§ **YOUR TASK**: Tally the lines below that include the string "wrist". Reply with the total only.

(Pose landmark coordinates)

***

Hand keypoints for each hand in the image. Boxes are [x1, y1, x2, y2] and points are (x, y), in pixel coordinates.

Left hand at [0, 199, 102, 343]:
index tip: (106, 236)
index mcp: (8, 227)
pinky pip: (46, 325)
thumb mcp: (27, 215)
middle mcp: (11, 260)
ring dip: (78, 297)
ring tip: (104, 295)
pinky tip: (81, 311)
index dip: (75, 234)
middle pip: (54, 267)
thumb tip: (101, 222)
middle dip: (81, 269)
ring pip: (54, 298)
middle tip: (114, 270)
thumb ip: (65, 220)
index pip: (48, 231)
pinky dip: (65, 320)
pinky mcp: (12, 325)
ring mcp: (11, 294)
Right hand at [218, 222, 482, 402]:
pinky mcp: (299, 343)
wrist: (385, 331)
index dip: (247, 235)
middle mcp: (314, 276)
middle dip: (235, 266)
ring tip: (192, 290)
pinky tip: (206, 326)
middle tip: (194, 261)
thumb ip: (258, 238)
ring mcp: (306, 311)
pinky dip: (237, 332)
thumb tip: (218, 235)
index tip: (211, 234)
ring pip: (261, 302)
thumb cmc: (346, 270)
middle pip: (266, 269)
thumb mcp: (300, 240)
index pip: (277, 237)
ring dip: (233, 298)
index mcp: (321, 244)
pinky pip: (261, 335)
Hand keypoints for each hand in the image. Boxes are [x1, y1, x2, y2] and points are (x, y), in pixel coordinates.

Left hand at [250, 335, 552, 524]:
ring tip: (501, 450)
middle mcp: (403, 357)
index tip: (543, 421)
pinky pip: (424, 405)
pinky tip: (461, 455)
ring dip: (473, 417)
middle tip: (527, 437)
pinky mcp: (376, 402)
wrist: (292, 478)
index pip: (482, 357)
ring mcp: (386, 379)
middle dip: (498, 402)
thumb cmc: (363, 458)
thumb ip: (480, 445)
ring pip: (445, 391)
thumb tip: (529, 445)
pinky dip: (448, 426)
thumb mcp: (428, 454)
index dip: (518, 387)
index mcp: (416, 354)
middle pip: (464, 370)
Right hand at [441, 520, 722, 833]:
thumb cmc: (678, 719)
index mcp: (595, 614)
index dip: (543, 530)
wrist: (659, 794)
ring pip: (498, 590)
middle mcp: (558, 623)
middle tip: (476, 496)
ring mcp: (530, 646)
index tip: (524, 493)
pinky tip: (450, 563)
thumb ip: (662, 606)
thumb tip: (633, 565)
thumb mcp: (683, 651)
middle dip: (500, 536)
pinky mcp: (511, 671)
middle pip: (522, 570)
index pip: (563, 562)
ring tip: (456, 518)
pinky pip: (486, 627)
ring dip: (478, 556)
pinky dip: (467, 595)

***

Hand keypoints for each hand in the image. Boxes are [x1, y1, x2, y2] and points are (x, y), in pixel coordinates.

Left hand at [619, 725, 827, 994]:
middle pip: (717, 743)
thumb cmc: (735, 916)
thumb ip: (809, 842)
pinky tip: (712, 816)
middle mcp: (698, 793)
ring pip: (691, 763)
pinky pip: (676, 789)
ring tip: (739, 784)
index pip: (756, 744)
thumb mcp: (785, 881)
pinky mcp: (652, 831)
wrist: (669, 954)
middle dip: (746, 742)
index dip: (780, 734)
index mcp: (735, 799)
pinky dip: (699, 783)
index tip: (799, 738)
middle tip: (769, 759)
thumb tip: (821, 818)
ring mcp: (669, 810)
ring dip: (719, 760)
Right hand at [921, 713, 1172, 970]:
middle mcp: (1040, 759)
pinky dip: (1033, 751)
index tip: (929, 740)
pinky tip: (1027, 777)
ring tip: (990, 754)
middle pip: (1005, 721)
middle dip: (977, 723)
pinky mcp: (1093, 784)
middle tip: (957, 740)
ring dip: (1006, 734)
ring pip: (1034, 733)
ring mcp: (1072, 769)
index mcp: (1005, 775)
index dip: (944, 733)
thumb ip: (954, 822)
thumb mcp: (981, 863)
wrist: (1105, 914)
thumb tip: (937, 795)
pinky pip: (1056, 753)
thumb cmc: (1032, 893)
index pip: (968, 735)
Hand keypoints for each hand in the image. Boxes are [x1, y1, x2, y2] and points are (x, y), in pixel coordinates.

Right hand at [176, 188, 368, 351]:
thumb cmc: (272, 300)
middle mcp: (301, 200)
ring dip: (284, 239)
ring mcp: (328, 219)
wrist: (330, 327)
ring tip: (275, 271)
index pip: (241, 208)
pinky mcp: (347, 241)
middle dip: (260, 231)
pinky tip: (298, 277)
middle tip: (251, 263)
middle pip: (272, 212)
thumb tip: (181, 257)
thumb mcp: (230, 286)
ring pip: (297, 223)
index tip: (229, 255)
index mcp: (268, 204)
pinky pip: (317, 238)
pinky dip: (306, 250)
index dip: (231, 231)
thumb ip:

***

§ **RESULT FOR THIS TASK**: 6